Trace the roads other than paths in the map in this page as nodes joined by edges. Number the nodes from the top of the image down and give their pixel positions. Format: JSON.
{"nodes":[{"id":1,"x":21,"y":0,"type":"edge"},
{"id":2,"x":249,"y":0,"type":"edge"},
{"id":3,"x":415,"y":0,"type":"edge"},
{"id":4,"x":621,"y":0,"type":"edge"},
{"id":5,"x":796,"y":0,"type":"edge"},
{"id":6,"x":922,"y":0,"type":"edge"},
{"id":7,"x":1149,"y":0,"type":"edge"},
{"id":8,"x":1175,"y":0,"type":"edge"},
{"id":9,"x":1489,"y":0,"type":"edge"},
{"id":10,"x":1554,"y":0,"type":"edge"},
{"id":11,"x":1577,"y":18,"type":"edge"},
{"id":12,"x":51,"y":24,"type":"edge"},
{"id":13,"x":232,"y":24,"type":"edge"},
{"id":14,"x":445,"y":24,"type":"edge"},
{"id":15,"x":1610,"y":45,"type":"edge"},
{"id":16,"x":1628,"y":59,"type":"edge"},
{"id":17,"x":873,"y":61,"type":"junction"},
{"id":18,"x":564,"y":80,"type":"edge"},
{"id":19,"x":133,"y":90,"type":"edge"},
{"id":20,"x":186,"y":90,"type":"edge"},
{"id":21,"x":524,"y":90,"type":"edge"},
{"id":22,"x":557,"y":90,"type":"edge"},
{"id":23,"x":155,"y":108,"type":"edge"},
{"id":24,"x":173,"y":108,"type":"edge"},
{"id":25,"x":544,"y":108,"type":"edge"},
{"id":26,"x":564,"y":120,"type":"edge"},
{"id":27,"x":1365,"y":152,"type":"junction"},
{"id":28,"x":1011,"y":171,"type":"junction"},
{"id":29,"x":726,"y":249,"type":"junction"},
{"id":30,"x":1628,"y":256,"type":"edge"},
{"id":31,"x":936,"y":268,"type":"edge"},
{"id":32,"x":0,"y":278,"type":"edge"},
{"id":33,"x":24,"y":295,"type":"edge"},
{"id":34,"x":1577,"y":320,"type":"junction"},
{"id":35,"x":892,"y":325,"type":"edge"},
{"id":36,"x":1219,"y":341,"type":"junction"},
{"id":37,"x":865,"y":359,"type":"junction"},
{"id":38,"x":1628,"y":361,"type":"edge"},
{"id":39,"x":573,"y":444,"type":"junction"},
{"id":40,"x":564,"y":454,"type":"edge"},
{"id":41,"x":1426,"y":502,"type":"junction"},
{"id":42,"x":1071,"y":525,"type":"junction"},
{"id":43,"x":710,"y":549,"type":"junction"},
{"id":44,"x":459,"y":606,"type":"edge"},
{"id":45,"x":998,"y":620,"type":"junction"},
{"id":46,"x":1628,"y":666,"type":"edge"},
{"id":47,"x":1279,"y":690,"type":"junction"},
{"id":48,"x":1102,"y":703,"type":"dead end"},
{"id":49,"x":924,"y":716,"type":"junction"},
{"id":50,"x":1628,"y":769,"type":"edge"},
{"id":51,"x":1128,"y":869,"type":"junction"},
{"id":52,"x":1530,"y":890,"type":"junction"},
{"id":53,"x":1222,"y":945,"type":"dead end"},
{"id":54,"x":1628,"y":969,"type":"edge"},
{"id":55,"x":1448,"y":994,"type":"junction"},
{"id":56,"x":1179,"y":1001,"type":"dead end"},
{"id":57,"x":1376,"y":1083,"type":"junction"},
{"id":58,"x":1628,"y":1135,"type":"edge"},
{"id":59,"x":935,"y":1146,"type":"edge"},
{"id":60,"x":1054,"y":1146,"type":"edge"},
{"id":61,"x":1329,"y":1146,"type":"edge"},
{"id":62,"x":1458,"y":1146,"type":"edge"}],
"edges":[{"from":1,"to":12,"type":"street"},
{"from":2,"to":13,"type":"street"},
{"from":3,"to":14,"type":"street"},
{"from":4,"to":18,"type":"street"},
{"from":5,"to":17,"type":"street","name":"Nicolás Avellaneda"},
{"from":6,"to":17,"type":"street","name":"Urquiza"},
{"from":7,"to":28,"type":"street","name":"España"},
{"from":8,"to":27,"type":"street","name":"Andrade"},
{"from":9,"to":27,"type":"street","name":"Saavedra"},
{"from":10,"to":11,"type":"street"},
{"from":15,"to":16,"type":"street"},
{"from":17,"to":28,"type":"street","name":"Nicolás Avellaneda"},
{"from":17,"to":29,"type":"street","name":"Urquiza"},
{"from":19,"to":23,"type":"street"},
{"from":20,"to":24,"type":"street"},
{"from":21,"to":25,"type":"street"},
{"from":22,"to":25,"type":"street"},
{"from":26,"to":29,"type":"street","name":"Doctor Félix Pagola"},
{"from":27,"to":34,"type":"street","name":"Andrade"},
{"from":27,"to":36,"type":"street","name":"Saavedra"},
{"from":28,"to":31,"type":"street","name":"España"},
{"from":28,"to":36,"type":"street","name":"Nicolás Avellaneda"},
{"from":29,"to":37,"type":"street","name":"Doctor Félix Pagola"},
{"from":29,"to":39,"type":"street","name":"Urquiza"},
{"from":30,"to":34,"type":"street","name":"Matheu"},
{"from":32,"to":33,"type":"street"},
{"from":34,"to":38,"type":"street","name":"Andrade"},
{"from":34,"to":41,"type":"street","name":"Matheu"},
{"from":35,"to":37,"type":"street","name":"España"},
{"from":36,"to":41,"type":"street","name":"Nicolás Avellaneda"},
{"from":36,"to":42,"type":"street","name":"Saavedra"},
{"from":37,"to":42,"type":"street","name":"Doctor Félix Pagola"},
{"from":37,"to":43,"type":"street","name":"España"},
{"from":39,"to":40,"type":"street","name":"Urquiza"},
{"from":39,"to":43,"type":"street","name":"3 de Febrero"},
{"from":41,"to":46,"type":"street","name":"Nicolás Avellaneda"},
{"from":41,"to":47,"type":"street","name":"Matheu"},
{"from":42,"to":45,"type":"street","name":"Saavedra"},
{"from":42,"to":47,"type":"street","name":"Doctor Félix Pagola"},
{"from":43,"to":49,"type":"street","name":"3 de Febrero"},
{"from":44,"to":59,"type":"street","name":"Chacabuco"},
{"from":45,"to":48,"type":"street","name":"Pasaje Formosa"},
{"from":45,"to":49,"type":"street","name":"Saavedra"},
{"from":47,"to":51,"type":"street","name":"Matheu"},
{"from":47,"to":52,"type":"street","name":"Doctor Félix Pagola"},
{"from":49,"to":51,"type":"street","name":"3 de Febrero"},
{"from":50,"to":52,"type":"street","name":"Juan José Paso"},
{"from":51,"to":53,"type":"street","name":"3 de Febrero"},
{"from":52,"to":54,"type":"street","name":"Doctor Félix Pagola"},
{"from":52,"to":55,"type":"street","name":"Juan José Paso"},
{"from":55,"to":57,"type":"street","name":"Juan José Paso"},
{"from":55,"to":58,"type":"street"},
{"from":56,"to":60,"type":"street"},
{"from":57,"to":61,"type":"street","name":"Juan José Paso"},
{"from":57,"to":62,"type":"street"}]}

Assigned task: Reproduce, word for word, all of the entries above.

Answer box:
Trace the roads other than paths in the map in this page as nodes joined by edges. Number the nodes from the top of the image down and give their pixel positions. Format: JSON.
{"nodes":[{"id":1,"x":21,"y":0,"type":"edge"},
{"id":2,"x":249,"y":0,"type":"edge"},
{"id":3,"x":415,"y":0,"type":"edge"},
{"id":4,"x":621,"y":0,"type":"edge"},
{"id":5,"x":796,"y":0,"type":"edge"},
{"id":6,"x":922,"y":0,"type":"edge"},
{"id":7,"x":1149,"y":0,"type":"edge"},
{"id":8,"x":1175,"y":0,"type":"edge"},
{"id":9,"x":1489,"y":0,"type":"edge"},
{"id":10,"x":1554,"y":0,"type":"edge"},
{"id":11,"x":1577,"y":18,"type":"edge"},
{"id":12,"x":51,"y":24,"type":"edge"},
{"id":13,"x":232,"y":24,"type":"edge"},
{"id":14,"x":445,"y":24,"type":"edge"},
{"id":15,"x":1610,"y":45,"type":"edge"},
{"id":16,"x":1628,"y":59,"type":"edge"},
{"id":17,"x":873,"y":61,"type":"junction"},
{"id":18,"x":564,"y":80,"type":"edge"},
{"id":19,"x":133,"y":90,"type":"edge"},
{"id":20,"x":186,"y":90,"type":"edge"},
{"id":21,"x":524,"y":90,"type":"edge"},
{"id":22,"x":557,"y":90,"type":"edge"},
{"id":23,"x":155,"y":108,"type":"edge"},
{"id":24,"x":173,"y":108,"type":"edge"},
{"id":25,"x":544,"y":108,"type":"edge"},
{"id":26,"x":564,"y":120,"type":"edge"},
{"id":27,"x":1365,"y":152,"type":"junction"},
{"id":28,"x":1011,"y":171,"type":"junction"},
{"id":29,"x":726,"y":249,"type":"junction"},
{"id":30,"x":1628,"y":256,"type":"edge"},
{"id":31,"x":936,"y":268,"type":"edge"},
{"id":32,"x":0,"y":278,"type":"edge"},
{"id":33,"x":24,"y":295,"type":"edge"},
{"id":34,"x":1577,"y":320,"type":"junction"},
{"id":35,"x":892,"y":325,"type":"edge"},
{"id":36,"x":1219,"y":341,"type":"junction"},
{"id":37,"x":865,"y":359,"type":"junction"},
{"id":38,"x":1628,"y":361,"type":"edge"},
{"id":39,"x":573,"y":444,"type":"junction"},
{"id":40,"x":564,"y":454,"type":"edge"},
{"id":41,"x":1426,"y":502,"type":"junction"},
{"id":42,"x":1071,"y":525,"type":"junction"},
{"id":43,"x":710,"y":549,"type":"junction"},
{"id":44,"x":459,"y":606,"type":"edge"},
{"id":45,"x":998,"y":620,"type":"junction"},
{"id":46,"x":1628,"y":666,"type":"edge"},
{"id":47,"x":1279,"y":690,"type":"junction"},
{"id":48,"x":1102,"y":703,"type":"dead end"},
{"id":49,"x":924,"y":716,"type":"junction"},
{"id":50,"x":1628,"y":769,"type":"edge"},
{"id":51,"x":1128,"y":869,"type":"junction"},
{"id":52,"x":1530,"y":890,"type":"junction"},
{"id":53,"x":1222,"y":945,"type":"dead end"},
{"id":54,"x":1628,"y":969,"type":"edge"},
{"id":55,"x":1448,"y":994,"type":"junction"},
{"id":56,"x":1179,"y":1001,"type":"dead end"},
{"id":57,"x":1376,"y":1083,"type":"junction"},
{"id":58,"x":1628,"y":1135,"type":"edge"},
{"id":59,"x":935,"y":1146,"type":"edge"},
{"id":60,"x":1054,"y":1146,"type":"edge"},
{"id":61,"x":1329,"y":1146,"type":"edge"},
{"id":62,"x":1458,"y":1146,"type":"edge"}],
"edges":[{"from":1,"to":12,"type":"street"},
{"from":2,"to":13,"type":"street"},
{"from":3,"to":14,"type":"street"},
{"from":4,"to":18,"type":"street"},
{"from":5,"to":17,"type":"street","name":"Nicolás Avellaneda"},
{"from":6,"to":17,"type":"street","name":"Urquiza"},
{"from":7,"to":28,"type":"street","name":"España"},
{"from":8,"to":27,"type":"street","name":"Andrade"},
{"from":9,"to":27,"type":"street","name":"Saavedra"},
{"from":10,"to":11,"type":"street"},
{"from":15,"to":16,"type":"street"},
{"from":17,"to":28,"type":"street","name":"Nicolás Avellaneda"},
{"from":17,"to":29,"type":"street","name":"Urquiza"},
{"from":19,"to":23,"type":"street"},
{"from":20,"to":24,"type":"street"},
{"from":21,"to":25,"type":"street"},
{"from":22,"to":25,"type":"street"},
{"from":26,"to":29,"type":"street","name":"Doctor Félix Pagola"},
{"from":27,"to":34,"type":"street","name":"Andrade"},
{"from":27,"to":36,"type":"street","name":"Saavedra"},
{"from":28,"to":31,"type":"street","name":"España"},
{"from":28,"to":36,"type":"street","name":"Nicolás Avellaneda"},
{"from":29,"to":37,"type":"street","name":"Doctor Félix Pagola"},
{"from":29,"to":39,"type":"street","name":"Urquiza"},
{"from":30,"to":34,"type":"street","name":"Matheu"},
{"from":32,"to":33,"type":"street"},
{"from":34,"to":38,"type":"street","name":"Andrade"},
{"from":34,"to":41,"type":"street","name":"Matheu"},
{"from":35,"to":37,"type":"street","name":"España"},
{"from":36,"to":41,"type":"street","name":"Nicolás Avellaneda"},
{"from":36,"to":42,"type":"street","name":"Saavedra"},
{"from":37,"to":42,"type":"street","name":"Doctor Félix Pagola"},
{"from":37,"to":43,"type":"street","name":"España"},
{"from":39,"to":40,"type":"street","name":"Urquiza"},
{"from":39,"to":43,"type":"street","name":"3 de Febrero"},
{"from":41,"to":46,"type":"street","name":"Nicolás Avellaneda"},
{"from":41,"to":47,"type":"street","name":"Matheu"},
{"from":42,"to":45,"type":"street","name":"Saavedra"},
{"from":42,"to":47,"type":"street","name":"Doctor Félix Pagola"},
{"from":43,"to":49,"type":"street","name":"3 de Febrero"},
{"from":44,"to":59,"type":"street","name":"Chacabuco"},
{"from":45,"to":48,"type":"street","name":"Pasaje Formosa"},
{"from":45,"to":49,"type":"street","name":"Saavedra"},
{"from":47,"to":51,"type":"street","name":"Matheu"},
{"from":47,"to":52,"type":"street","name":"Doctor Félix Pagola"},
{"from":49,"to":51,"type":"street","name":"3 de Febrero"},
{"from":50,"to":52,"type":"street","name":"Juan José Paso"},
{"from":51,"to":53,"type":"street","name":"3 de Febrero"},
{"from":52,"to":54,"type":"street","name":"Doctor Félix Pagola"},
{"from":52,"to":55,"type":"street","name":"Juan José Paso"},
{"from":55,"to":57,"type":"street","name":"Juan José Paso"},
{"from":55,"to":58,"type":"street"},
{"from":56,"to":60,"type":"street"},
{"from":57,"to":61,"type":"street","name":"Juan José Paso"},
{"from":57,"to":62,"type":"street"}]}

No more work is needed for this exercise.